Archaeologists excavating a field in North Carolina have uncovered clues to the fate of the 115 men, women, and children of the lost colony of Roanoke Island, the first English settlement in the New World.
Teams of local and British archaeologists are working in various areas around Roanoke Island on a mystery that is one of the oldest in North American history.
Sir Walter Raleigh led an expedition of middle-class Londoners across the ocean to reach Roanoke Island off the coast of North Carolina in 1587. Shortly after his arrival, Governor John White returned to England in search of supplies. and to recruit more settlers, but the war between England and Spain prevented their immediate return.

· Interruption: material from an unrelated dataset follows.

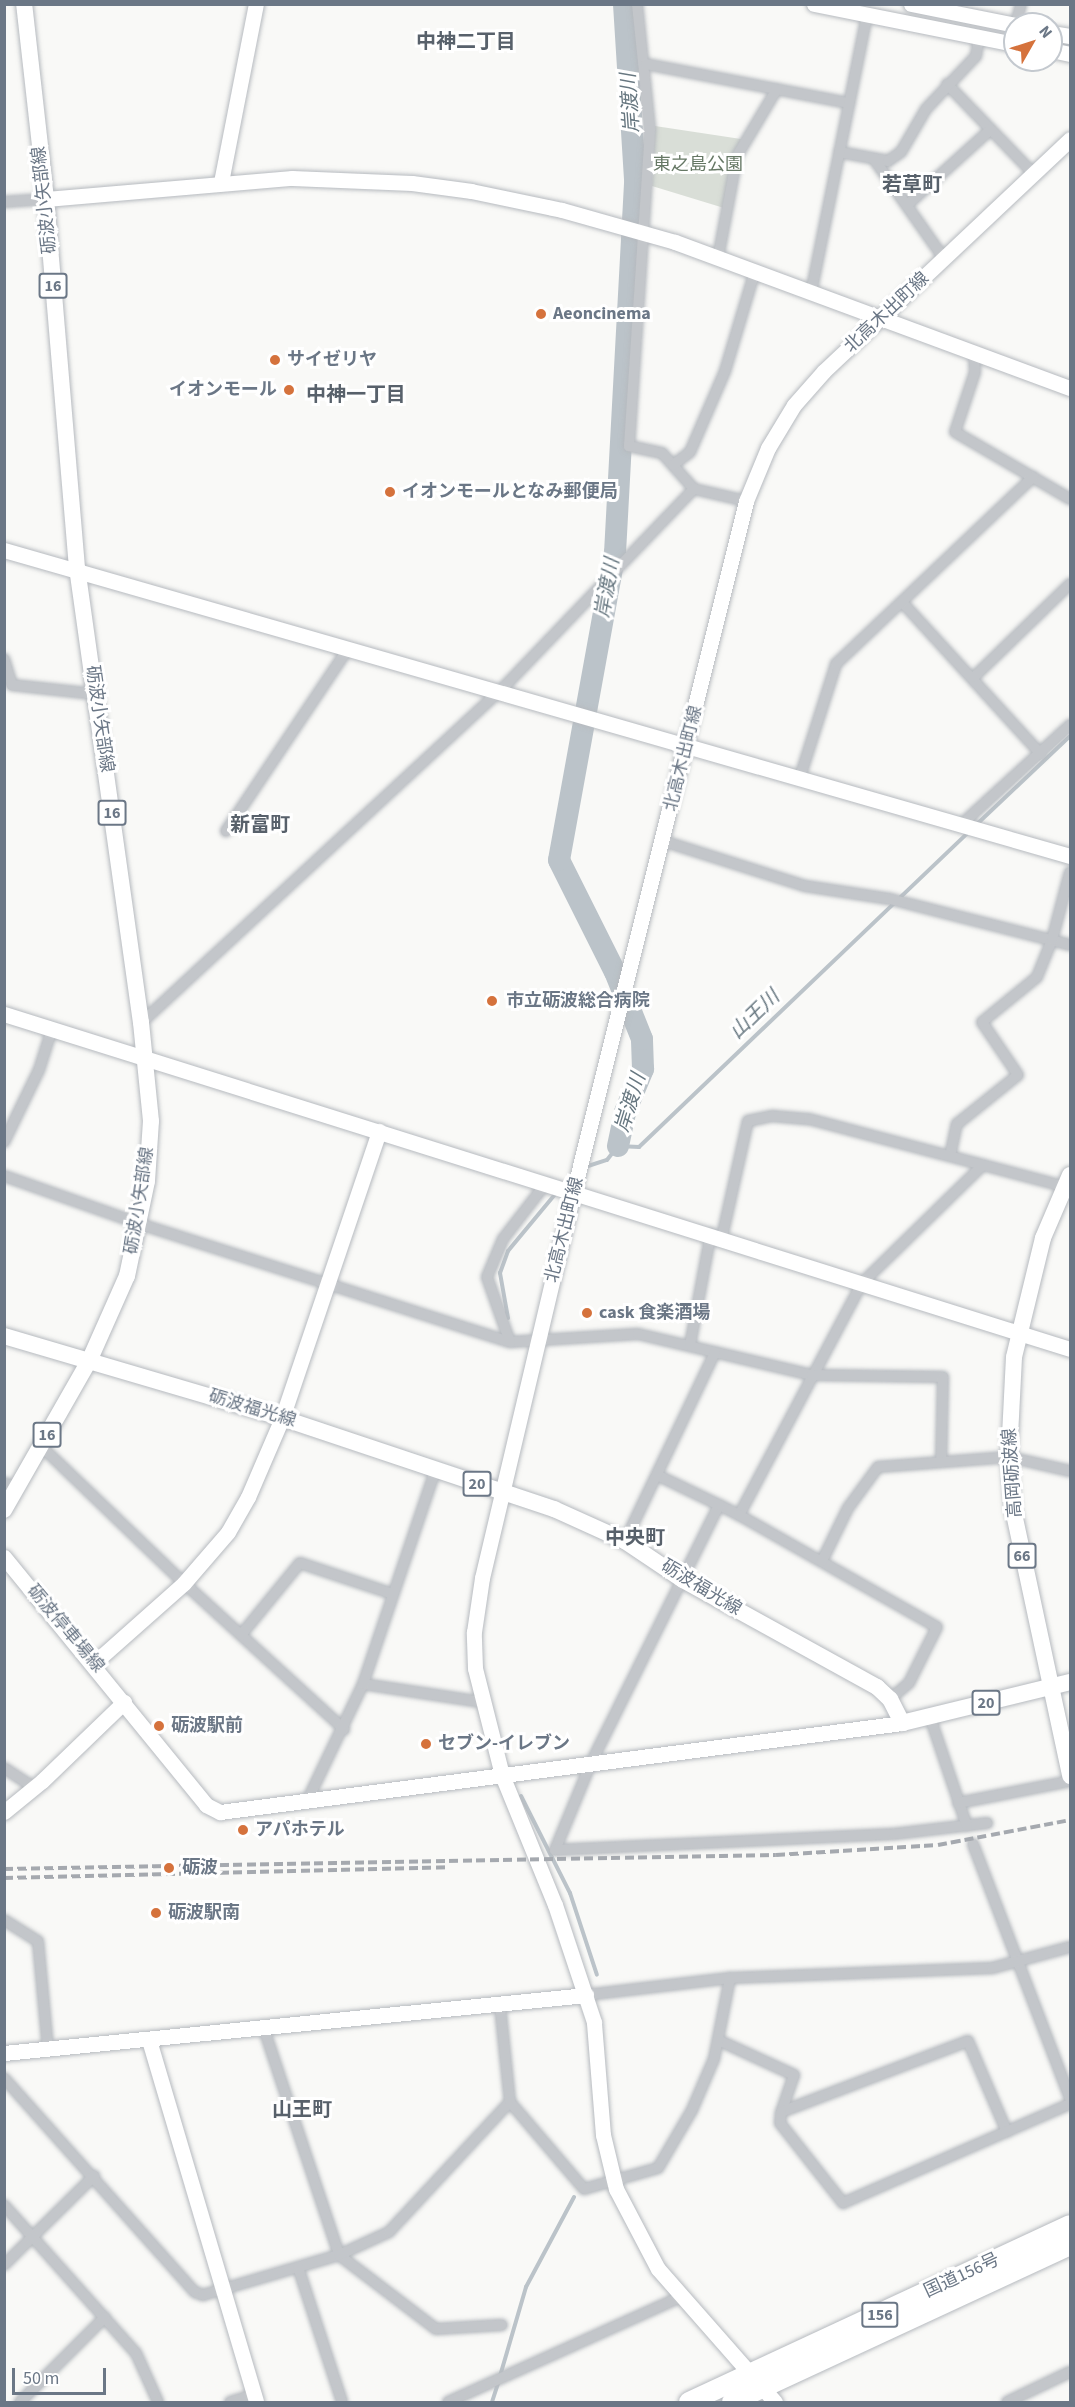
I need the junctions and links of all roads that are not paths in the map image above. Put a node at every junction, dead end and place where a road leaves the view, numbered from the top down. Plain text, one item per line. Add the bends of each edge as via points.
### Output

When he returned, he found the settlement in ruins and the people were gone. All that had to start his own search was a single word, “Croatoan”, carved from a wooden post in the middle of town.
Croatoan were names given to the place and people of present-day Hatteras Island, about 50 miles south of Roanoke Island off the Outer Banks.
Governor White also wrote that the settlers intended to move 50 miles inland, close to the native tribes with whom they had become friends. A map drawn by White had a cloth patch over an area about 50 miles inland on the Albemarle Sound shoreline, with the outline of a fort drawn in invisible ink.
So we have settlers, mysterious names engraved on poles, maps with hidden symbols, native tribes – no wonder this is one of the great archaeological mysteries of the colonization of America.
In 2015, a team led by archaeologist Nick Luccketti excavated the site of the invisible fort scribbled in ink on White’s map, aptly named “Site X,” and found two dozen shards of broken English pottery that, according to him and his team , they belonged to the Lost Settlers.
In January 2020, Luccketti returned to excavate about two miles north of Site X in a field they called “Site Y” and found English crockery in much larger quantities, suggesting that, as has been observed in many colonial settings, the order was broken. For some reason, and the settlers went their separate ways, some evidently moved to the outskirts of the village of Mettequem, their indigenous neighbors.
Some archaeologists are skeptical that the broken pottery shards are a good tool for dating the Lost Colony movements.
For example, Jacqui Pearce, a ceramics expert at the Museum of London, admits The fragments may have come from pottery made in the late 16th century and belonged to settlers, but the make and style of this English pottery lingered for a long time, and it is possible that they belonged to Jamestown merchants who settled for two decades . after the collapse of Roanoke.
Meanwhile, on the island of Hatteras, or Croatian as it was called in the time of the lost settlers, European artifacts have been discovered in the remains of a Native American village, suggesting that among the three sites, it is highly likely that some settlers, as White said, went 50 miles inland to Site Y and X, and others went to Croatoan with a scar on the wooden post, as White also discovered upon his return.
William Kelso, the archaeologist who led the effort to discover the colony at Jamestown, says the three sites together “solve one of the greatest mysteries in early American history: the Lost Colony Odyssey.”